Publication language
English
Pages
32pp
Date published
22 Mar 2018
Publisher
Center for Global Development
Type
Research, reports and studies
Keywords
Gender, Livelihoods, Poverty
Countries
Indonesia, United Republic of Tanzania

In 2005 the ExxonMobil Foundation launched the “Women’s Economic Opportunity Initiative,” a global effort to help women fulfill their economic potential and drive economic and social change in their communities. ExxonMobil has invested more than $120 million on programs for women entrepreneurs to improve their productivity and income and empower them economically. ExxonMobil states that when women move forward, the world moves with them.

In 2013, in collaboration with the UN Foundation, ExxonMobil published A Roadmap for Promoting Women’s Economic Empowerment (Women’s Roadmap for short), which summarized the rigorous evidence on what worked to empower women economically, for whom, and where. The database for the Women’s Roadmap was updated in 2016 in Revisiting What Works.

In 2015, in collaboration with Data2X, a gender data initiative of the UN Foundation, ExxonMobil published guidance on how to measure women’s economic empowerment and on the theory of change behind this measurement. It devised a simple set of common metrics and encouraged Foundation grantees to use them to report progress. It also adjusted its investments to reflect the lessons learned and multiply their potential impact.

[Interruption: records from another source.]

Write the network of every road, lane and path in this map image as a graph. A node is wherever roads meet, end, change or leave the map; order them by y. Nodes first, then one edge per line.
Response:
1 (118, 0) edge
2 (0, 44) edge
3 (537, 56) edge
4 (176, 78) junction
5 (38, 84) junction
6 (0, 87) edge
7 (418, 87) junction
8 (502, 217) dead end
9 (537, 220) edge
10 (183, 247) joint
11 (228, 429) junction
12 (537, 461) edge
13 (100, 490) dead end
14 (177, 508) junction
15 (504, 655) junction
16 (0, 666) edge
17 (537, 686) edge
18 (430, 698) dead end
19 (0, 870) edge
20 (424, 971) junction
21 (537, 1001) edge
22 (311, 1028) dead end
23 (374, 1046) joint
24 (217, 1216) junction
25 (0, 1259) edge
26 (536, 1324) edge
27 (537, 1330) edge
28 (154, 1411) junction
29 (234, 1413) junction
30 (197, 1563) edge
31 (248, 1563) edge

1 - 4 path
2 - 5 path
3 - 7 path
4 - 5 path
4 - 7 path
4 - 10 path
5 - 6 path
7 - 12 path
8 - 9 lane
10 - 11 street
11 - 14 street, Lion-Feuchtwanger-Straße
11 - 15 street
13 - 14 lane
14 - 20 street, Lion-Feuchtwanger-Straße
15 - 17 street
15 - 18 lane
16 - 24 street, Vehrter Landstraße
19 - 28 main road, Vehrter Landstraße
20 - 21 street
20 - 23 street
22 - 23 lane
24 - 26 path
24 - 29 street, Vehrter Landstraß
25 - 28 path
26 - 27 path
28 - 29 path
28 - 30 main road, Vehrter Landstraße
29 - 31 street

The same year, ExxonMobil, in collaboration with the Center for Global Development and partner researchers and project implementers, designed a pilot study consisting of two rigorous experiments to further test messages from the Women’s Roadmap review. The pilot study looked at the impacts of mobile savings tools and businesses training on the growth of women’s businesses and incomes in two countries: Indonesia and Tanzania.